## [Given records]
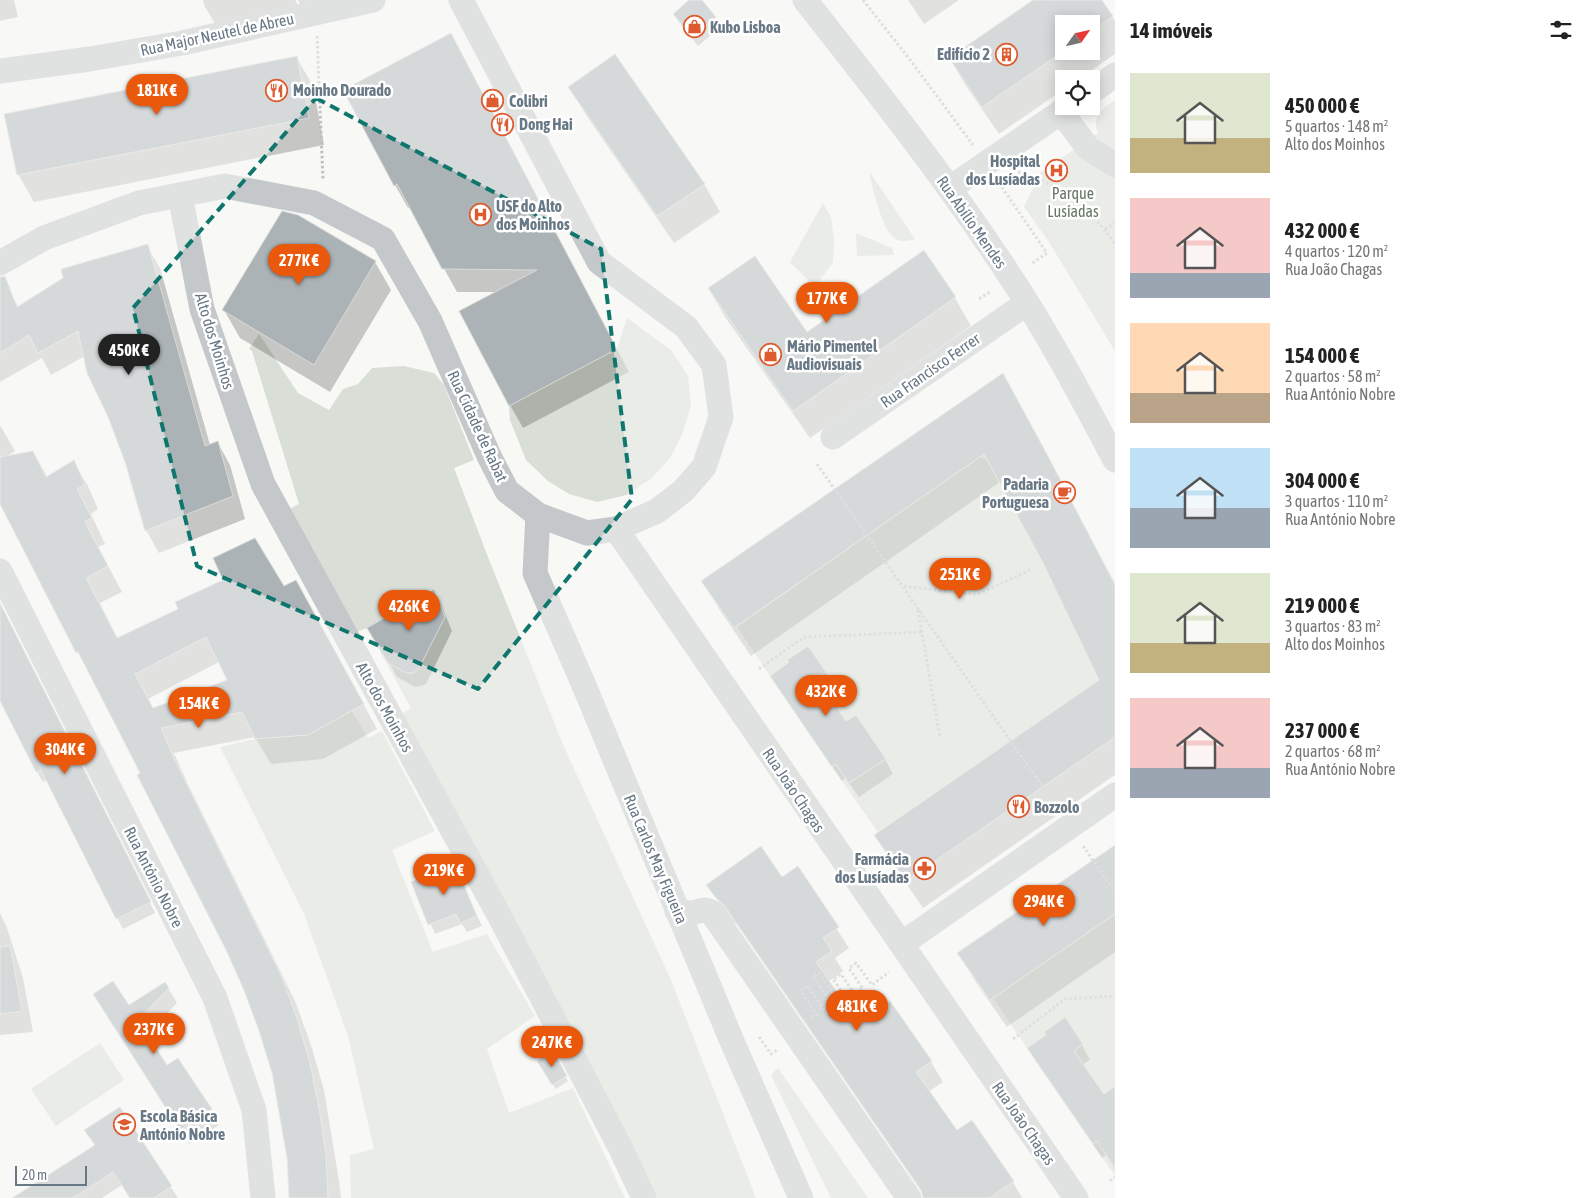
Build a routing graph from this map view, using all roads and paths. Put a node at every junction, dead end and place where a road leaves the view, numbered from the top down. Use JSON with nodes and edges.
{"nodes":[{"id":1,"x":374,"y":0,"type":"edge"},
{"id":2,"x":460,"y":0,"type":"edge"},
{"id":3,"x":805,"y":0,"type":"edge"},
{"id":4,"x":863,"y":0,"type":"edge"},
{"id":5,"x":316,"y":13,"type":"junction"},
{"id":6,"x":0,"y":71,"type":"edge"},
{"id":7,"x":1115,"y":75,"type":"edge"},
{"id":8,"x":1100,"y":86,"type":"edge"},
{"id":9,"x":1057,"y":115,"type":"edge"},
{"id":10,"x":1069,"y":115,"type":"edge"},
{"id":11,"x":986,"y":164,"type":"junction"},
{"id":12,"x":1115,"y":165,"type":"edge"},
{"id":13,"x":950,"y":188,"type":"junction"},
{"id":14,"x":180,"y":195,"type":"junction"},
{"id":15,"x":324,"y":208,"type":"junction"},
{"id":16,"x":1115,"y":223,"type":"edge"},
{"id":17,"x":1104,"y":229,"type":"junction"},
{"id":18,"x":1115,"y":244,"type":"edge"},
{"id":19,"x":0,"y":263,"type":"edge"},
{"id":20,"x":1027,"y":303,"type":"junction"},
{"id":21,"x":834,"y":437,"type":"dead end"},
{"id":22,"x":1115,"y":460,"type":"edge"},
{"id":23,"x":818,"y":464,"type":"dead end"},
{"id":24,"x":538,"y":515,"type":"junction"},
{"id":25,"x":616,"y":529,"type":"junction"},
{"id":26,"x":1032,"y":569,"type":"dead end"},
{"id":27,"x":0,"y":571,"type":"edge"},
{"id":28,"x":903,"y":586,"type":"junction"},
{"id":29,"x":917,"y":607,"type":"junction"},
{"id":30,"x":922,"y":632,"type":"junction"},
{"id":31,"x":758,"y":669,"type":"dead end"},
{"id":32,"x":940,"y":737,"type":"dead end"},
{"id":33,"x":1115,"y":795,"type":"edge"},
{"id":34,"x":1070,"y":827,"type":"junction"},
{"id":35,"x":1115,"y":892,"type":"edge"},
{"id":36,"x":677,"y":911,"type":"junction"},
{"id":37,"x":913,"y":936,"type":"dead end"},
{"id":38,"x":885,"y":965,"type":"dead end"},
{"id":39,"x":1115,"y":996,"type":"edge"},
{"id":40,"x":810,"y":1020,"type":"dead end"},
{"id":41,"x":731,"y":1039,"type":"junction"},
{"id":42,"x":1013,"y":1039,"type":"dead end"},
{"id":43,"x":779,"y":1048,"type":"dead end"},
{"id":44,"x":1115,"y":1177,"type":"edge"},
{"id":45,"x":1110,"y":1181,"type":"dead end"},
{"id":46,"x":263,"y":1198,"type":"edge"},
{"id":47,"x":644,"y":1198,"type":"edge"},
{"id":48,"x":802,"y":1198,"type":"edge"},
{"id":49,"x":909,"y":1198,"type":"edge"},
{"id":50,"x":1076,"y":1198,"type":"edge"}],
"edges":[{"from":1,"to":5,"type":"street","name":"Rua Major Neutel de Abreu"},
{"from":2,"to":25,"type":"street","name":"Rua Cidade de Rabat"},
{"from":3,"to":13,"type":"street","name":"Rua Abílio Mendes"},
{"from":4,"to":11,"type":"path"},
{"from":5,"to":6,"type":"street","name":"Rua Major Neutel de Abreu"},
{"from":5,"to":15,"type":"path"},
{"from":7,"to":8,"type":"street"},
{"from":9,"to":11,"type":"street"},
{"from":10,"to":12,"type":"street"},
{"from":11,"to":13,"type":"street"},
{"from":11,"to":17,"type":"path"},
{"from":13,"to":20,"type":"street","name":"Rua Abílio Mendes"},
{"from":14,"to":15,"type":"street","name":"Rua Cidade de Rabat"},
{"from":14,"to":19,"type":"street","name":"Rua Cidade de Rabat"},
{"from":14,"to":47,"type":"street","name":"Alto dos Moinhos"},
{"from":15,"to":24,"type":"street","name":"Rua Cidade de Rabat"},
{"from":16,"to":17,"type":"path"},
{"from":17,"to":18,"type":"path"},
{"from":20,"to":21,"type":"street","name":"Rua Francisco Ferrer"},
{"from":20,"to":22,"type":"street","name":"Rua Abílio Mendes"},
{"from":23,"to":28,"type":"path"},
{"from":24,"to":25,"type":"street","name":"Rua Cidade de Rabat"},
{"from":24,"to":36,"type":"street","name":"Rua Carlos May Figueira"},
{"from":25,"to":50,"type":"street","name":"Rua João Chagas"},
{"from":26,"to":28,"type":"path"},
{"from":27,"to":46,"type":"street","name":"Rua António Nobre"},
{"from":28,"to":29,"type":"path"},
{"from":29,"to":30,"type":"path"},
{"from":29,"to":34,"type":"path"},
{"from":30,"to":31,"type":"path"},
{"from":30,"to":32,"type":"path"},
{"from":33,"to":34,"type":"street"},
{"from":34,"to":35,"type":"path"},
{"from":34,"to":37,"type":"street"},
{"from":36,"to":41,"type":"street","name":"Rua Carlos May Figueira"},
{"from":36,"to":49,"type":"street"},
{"from":38,"to":40,"type":"path"},
{"from":39,"to":42,"type":"path"},
{"from":41,"to":43,"type":"path"},
{"from":41,"to":48,"type":"street","name":"Rua Carlos May Figueira"},
{"from":44,"to":45,"type":"path"}]}
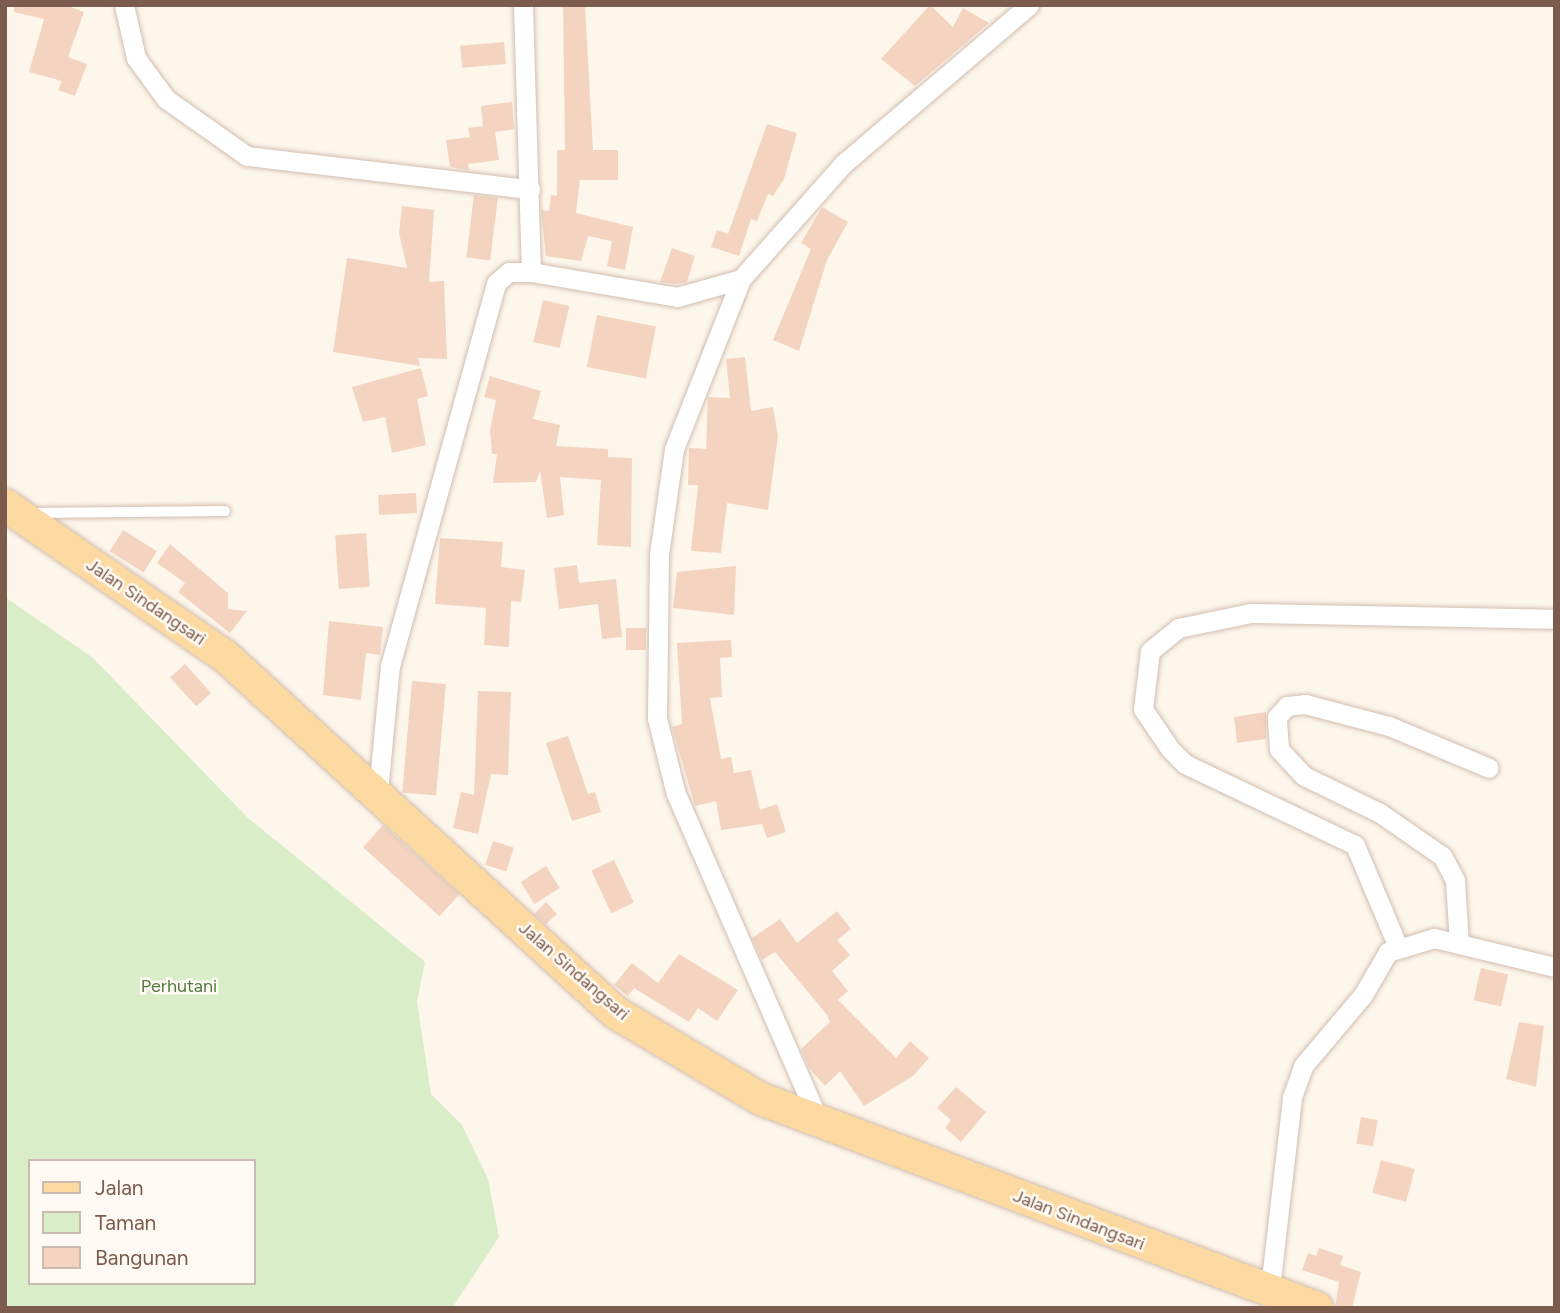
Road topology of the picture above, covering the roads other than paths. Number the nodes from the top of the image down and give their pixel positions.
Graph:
1 (124, 5) edge
2 (523, 5) edge
3 (1029, 5) edge
4 (530, 189) junction
5 (531, 272) junction
6 (741, 279) junction
7 (10, 509) edge
8 (225, 511) dead end
9 (1555, 619) edge
10 (1489, 768) dead end
11 (378, 792) junction
12 (1459, 944) junction
13 (1398, 947) junction
14 (1555, 967) edge
15 (819, 1122) junction
16 (1270, 1289) junction
17 (1317, 1308) edge

1 - 4 street
2 - 4 street
3 - 6 street
4 - 5 street
5 - 6 street
5 - 11 street
6 - 15 street
7 - 8 lane
7 - 11 main road, Jalan Sindangsari
9 - 13 street
10 - 12 street
11 - 15 main road, Jalan Sindangsari
12 - 13 street
12 - 14 street
13 - 16 street
15 - 16 main road, Jalan Sindangsari
16 - 17 main road, Jalan Sindangsari

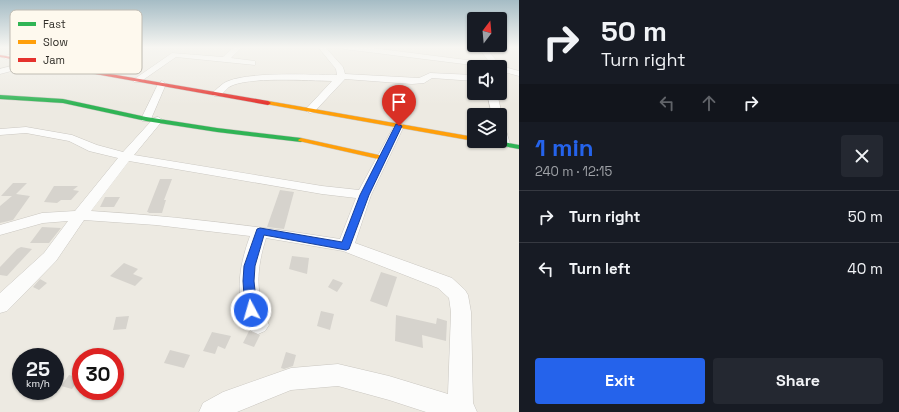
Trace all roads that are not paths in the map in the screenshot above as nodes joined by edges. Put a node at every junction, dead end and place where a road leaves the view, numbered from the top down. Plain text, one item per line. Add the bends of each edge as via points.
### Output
1 (158, 66) edge
2 (338, 66) edge
3 (10, 69) edge
4 (507, 70) edge
5 (0, 72) edge
6 (103, 74) edge
7 (519, 74) edge
8 (341, 77) junction
9 (467, 78) edge
10 (137, 80) junction
11 (162, 84) junction
12 (217, 94) junction
13 (0, 97) edge
14 (310, 110) junction
15 (152, 120) junction
16 (399, 126) junction
17 (0, 132) edge
18 (467, 138) edge
19 (507, 145) edge
20 (519, 147) edge
21 (126, 156) junction
22 (383, 158) junction
23 (364, 195) junction
24 (80, 215) junction
25 (0, 230) edge
26 (260, 232) junction
27 (346, 246) junction
28 (0, 306) edge
29 (258, 325) dead end
30 (462, 411) edge
31 (212, 412) edge

1 - 10 street
2 - 8 street
3 - 5 street
4 - 7 street
6 - 10 main road
8 - 9 street via 412,81 421,81 430,75
8 - 12 street via 243,80 227,85
8 - 14 street
10 - 11 main road
11 - 12 main road
11 - 15 street
12 - 14 main road
13 - 15 main road via 63,101
14 - 16 main road
15 - 21 street
15 - 22 main road via 290,138
16 - 18 main road
16 - 22 street
17 - 21 street via 26,130 72,138 93,148
19 - 20 main road
21 - 23 street
21 - 24 street
22 - 23 street
23 - 27 street
24 - 25 street via 42,218
24 - 26 street via 156,220
24 - 28 street via 50,258
26 - 27 street
26 - 29 street via 249,266 248,281 251,310
27 - 30 street via 445,283 458,295 461,312
30 - 31 street via 338,375 291,379 232,401

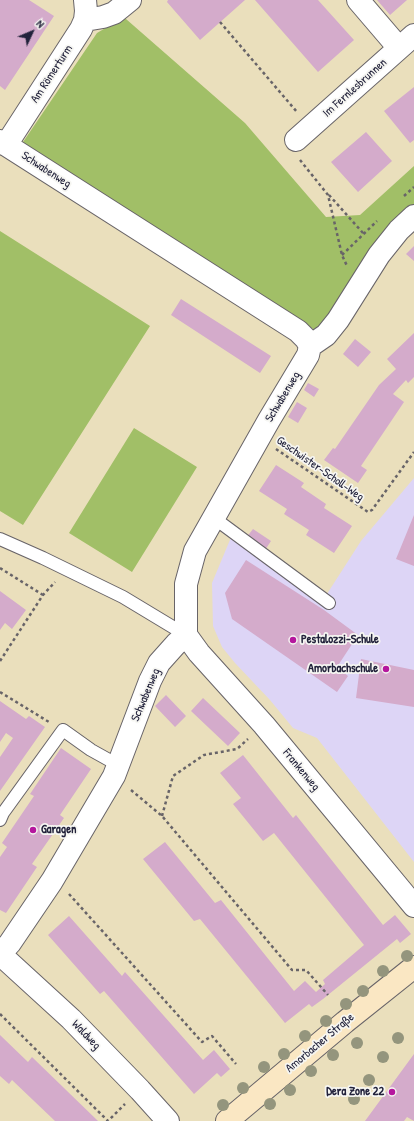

## [Try it]
Working down the entries above, count each line in which "Jalan" occurs, and state only the resulting number.

## [Response]
4